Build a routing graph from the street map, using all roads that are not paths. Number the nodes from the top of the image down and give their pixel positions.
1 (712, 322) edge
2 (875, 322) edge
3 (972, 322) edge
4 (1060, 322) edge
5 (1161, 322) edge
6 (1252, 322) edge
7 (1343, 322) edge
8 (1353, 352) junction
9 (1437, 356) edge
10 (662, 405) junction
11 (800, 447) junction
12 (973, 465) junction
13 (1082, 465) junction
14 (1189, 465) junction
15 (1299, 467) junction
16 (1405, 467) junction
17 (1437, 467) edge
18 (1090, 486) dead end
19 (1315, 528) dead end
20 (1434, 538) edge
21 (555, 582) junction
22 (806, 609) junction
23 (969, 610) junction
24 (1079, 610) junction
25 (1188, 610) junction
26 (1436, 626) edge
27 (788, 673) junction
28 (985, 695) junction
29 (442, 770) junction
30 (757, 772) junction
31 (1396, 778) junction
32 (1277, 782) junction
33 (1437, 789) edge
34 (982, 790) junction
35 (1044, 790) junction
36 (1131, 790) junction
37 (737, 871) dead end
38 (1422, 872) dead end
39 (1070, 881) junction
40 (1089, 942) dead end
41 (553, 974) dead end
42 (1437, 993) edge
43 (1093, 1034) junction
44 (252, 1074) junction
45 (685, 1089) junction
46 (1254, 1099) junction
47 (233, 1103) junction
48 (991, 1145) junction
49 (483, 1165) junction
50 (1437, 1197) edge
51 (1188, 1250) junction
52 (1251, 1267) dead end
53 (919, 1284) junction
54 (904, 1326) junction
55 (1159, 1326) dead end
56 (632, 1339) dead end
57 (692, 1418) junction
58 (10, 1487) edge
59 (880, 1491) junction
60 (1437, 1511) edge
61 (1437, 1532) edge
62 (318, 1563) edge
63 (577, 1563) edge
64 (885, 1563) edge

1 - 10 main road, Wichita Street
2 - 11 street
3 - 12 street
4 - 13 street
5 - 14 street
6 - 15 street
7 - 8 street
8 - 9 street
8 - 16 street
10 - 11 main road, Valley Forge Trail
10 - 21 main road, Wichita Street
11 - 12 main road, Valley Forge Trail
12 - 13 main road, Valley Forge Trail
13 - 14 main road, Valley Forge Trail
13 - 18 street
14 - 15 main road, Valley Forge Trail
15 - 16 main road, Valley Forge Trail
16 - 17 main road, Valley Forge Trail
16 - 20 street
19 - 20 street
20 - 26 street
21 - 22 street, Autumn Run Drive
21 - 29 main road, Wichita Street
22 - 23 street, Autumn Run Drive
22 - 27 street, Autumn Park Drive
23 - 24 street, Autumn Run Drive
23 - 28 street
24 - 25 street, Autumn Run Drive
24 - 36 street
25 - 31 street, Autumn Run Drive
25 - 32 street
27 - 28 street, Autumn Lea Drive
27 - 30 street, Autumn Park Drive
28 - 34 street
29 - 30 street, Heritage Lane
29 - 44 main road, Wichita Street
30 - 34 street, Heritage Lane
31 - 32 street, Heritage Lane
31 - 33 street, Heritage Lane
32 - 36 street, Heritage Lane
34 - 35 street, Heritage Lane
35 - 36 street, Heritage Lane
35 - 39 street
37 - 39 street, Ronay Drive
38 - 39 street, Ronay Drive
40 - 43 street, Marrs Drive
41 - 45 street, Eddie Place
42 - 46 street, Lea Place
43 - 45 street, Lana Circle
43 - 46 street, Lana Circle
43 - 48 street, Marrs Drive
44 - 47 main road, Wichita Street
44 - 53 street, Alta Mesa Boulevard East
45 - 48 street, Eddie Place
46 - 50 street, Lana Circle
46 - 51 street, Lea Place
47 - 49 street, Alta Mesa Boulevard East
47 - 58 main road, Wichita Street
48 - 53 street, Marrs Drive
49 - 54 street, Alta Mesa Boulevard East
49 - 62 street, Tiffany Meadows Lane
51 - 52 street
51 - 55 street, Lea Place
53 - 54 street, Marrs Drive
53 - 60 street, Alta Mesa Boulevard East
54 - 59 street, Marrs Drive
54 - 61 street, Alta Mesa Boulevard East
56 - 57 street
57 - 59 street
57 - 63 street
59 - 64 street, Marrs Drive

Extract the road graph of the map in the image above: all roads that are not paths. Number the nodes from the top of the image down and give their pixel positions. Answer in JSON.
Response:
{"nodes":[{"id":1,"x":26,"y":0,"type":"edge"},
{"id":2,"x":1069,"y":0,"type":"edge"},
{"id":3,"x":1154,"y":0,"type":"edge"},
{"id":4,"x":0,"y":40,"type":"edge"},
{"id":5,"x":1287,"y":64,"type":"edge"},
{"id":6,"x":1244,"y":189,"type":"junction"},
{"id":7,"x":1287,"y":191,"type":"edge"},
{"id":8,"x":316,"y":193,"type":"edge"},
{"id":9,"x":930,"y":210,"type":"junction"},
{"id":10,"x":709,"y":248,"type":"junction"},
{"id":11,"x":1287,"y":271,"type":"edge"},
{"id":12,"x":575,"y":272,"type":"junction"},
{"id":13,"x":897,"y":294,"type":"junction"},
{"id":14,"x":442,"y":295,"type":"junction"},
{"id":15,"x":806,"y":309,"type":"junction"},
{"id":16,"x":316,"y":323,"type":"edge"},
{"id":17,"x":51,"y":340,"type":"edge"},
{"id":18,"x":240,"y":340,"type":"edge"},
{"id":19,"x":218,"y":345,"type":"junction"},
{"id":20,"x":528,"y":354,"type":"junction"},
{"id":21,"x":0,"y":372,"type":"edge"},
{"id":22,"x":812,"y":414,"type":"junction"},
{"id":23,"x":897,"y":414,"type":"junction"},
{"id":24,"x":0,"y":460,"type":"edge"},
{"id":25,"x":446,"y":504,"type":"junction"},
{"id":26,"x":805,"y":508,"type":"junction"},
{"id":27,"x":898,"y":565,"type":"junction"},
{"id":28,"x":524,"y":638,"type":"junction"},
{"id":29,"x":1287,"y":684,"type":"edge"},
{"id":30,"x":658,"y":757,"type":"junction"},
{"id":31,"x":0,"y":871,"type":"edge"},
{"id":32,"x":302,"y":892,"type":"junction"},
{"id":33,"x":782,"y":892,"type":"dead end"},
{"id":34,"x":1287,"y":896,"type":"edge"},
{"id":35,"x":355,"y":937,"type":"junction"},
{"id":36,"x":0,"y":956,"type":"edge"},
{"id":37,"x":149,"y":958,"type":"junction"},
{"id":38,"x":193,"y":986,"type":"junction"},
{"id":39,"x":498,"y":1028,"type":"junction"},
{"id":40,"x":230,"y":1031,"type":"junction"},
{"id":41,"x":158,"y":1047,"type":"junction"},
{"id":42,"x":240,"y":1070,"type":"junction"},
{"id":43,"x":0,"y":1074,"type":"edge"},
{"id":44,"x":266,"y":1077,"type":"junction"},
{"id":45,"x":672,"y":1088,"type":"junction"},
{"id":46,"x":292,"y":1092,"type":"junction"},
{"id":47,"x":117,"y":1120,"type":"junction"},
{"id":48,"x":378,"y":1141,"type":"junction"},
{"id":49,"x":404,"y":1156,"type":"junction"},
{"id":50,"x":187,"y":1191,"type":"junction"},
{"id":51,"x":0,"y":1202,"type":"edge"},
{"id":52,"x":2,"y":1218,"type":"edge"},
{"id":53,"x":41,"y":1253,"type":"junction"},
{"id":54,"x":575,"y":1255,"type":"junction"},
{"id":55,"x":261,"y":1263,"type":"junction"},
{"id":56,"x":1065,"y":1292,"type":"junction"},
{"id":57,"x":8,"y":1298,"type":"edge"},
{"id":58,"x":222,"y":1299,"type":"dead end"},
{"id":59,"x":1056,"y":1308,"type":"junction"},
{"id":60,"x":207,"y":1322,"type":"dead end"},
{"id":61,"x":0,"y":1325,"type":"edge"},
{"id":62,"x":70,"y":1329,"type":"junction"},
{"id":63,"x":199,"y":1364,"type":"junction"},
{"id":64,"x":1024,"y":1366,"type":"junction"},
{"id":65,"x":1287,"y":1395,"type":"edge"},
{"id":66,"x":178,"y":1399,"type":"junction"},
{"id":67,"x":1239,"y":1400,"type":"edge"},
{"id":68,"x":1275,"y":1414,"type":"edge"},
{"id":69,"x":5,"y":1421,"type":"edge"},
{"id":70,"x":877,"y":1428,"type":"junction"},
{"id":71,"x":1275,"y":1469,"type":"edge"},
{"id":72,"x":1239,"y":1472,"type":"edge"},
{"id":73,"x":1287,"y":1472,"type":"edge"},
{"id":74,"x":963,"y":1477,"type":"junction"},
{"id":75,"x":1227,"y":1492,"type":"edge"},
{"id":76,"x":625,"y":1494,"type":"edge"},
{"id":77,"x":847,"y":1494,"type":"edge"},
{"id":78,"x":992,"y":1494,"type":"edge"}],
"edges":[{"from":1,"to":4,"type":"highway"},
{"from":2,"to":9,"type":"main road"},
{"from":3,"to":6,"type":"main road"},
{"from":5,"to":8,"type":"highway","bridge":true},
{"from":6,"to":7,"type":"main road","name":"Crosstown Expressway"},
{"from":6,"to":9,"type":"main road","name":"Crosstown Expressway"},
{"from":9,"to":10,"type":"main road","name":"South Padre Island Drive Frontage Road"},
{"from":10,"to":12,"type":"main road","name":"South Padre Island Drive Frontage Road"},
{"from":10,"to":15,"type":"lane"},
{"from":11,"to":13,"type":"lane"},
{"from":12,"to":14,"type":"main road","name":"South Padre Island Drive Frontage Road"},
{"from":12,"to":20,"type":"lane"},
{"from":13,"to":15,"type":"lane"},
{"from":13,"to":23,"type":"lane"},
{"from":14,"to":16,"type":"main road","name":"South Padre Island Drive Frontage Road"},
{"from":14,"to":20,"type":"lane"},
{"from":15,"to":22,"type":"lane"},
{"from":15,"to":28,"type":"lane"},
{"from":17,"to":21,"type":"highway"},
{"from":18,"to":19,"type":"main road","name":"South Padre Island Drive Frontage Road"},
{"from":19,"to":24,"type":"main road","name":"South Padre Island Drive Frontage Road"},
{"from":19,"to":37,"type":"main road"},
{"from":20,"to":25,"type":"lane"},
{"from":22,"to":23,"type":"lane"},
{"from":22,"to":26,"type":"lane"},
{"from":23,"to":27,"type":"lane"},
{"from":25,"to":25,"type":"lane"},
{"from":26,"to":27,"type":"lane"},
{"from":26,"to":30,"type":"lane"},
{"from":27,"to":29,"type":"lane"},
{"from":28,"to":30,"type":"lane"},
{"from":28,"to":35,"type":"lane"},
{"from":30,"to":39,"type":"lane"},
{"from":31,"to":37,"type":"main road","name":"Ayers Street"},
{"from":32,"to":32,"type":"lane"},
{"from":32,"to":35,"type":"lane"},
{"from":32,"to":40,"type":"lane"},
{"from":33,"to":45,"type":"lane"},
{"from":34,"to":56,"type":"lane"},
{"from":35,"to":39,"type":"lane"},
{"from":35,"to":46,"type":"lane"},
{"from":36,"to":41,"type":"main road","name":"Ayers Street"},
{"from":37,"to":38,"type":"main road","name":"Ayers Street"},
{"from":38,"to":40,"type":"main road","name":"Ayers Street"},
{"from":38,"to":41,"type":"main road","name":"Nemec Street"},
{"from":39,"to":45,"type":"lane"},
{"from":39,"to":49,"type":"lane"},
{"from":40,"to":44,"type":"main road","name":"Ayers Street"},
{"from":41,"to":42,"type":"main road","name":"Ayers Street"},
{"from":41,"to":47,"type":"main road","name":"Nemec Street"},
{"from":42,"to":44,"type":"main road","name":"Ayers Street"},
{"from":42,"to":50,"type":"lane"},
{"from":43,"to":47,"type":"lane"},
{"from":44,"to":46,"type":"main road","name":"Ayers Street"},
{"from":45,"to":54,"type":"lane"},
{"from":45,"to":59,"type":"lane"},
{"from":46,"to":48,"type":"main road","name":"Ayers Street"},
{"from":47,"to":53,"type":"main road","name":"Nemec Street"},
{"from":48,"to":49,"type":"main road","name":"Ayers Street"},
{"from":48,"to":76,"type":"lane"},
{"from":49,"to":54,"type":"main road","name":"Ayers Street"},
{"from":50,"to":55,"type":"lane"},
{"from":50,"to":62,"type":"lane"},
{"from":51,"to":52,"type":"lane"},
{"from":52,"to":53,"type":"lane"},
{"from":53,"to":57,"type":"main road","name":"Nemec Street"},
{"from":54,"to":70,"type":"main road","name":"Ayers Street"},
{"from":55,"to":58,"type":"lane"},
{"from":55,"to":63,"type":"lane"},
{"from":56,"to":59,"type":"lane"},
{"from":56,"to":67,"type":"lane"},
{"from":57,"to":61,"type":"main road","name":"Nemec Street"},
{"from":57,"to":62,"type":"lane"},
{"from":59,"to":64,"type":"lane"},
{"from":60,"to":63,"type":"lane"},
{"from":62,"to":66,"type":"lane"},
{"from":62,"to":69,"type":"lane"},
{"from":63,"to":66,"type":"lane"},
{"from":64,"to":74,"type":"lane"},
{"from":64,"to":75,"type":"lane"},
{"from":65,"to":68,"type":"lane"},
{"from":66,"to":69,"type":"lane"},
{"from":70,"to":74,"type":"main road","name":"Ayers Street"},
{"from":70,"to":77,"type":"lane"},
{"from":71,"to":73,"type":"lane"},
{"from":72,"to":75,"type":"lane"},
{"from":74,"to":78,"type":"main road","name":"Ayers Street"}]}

WORK INSTRUCTIONS: Please go through the material and return each line where the word "Ronay" appears.

OUTPUT OF THE TASK:
37 - 39 street, Ronay Drive
38 - 39 street, Ronay Drive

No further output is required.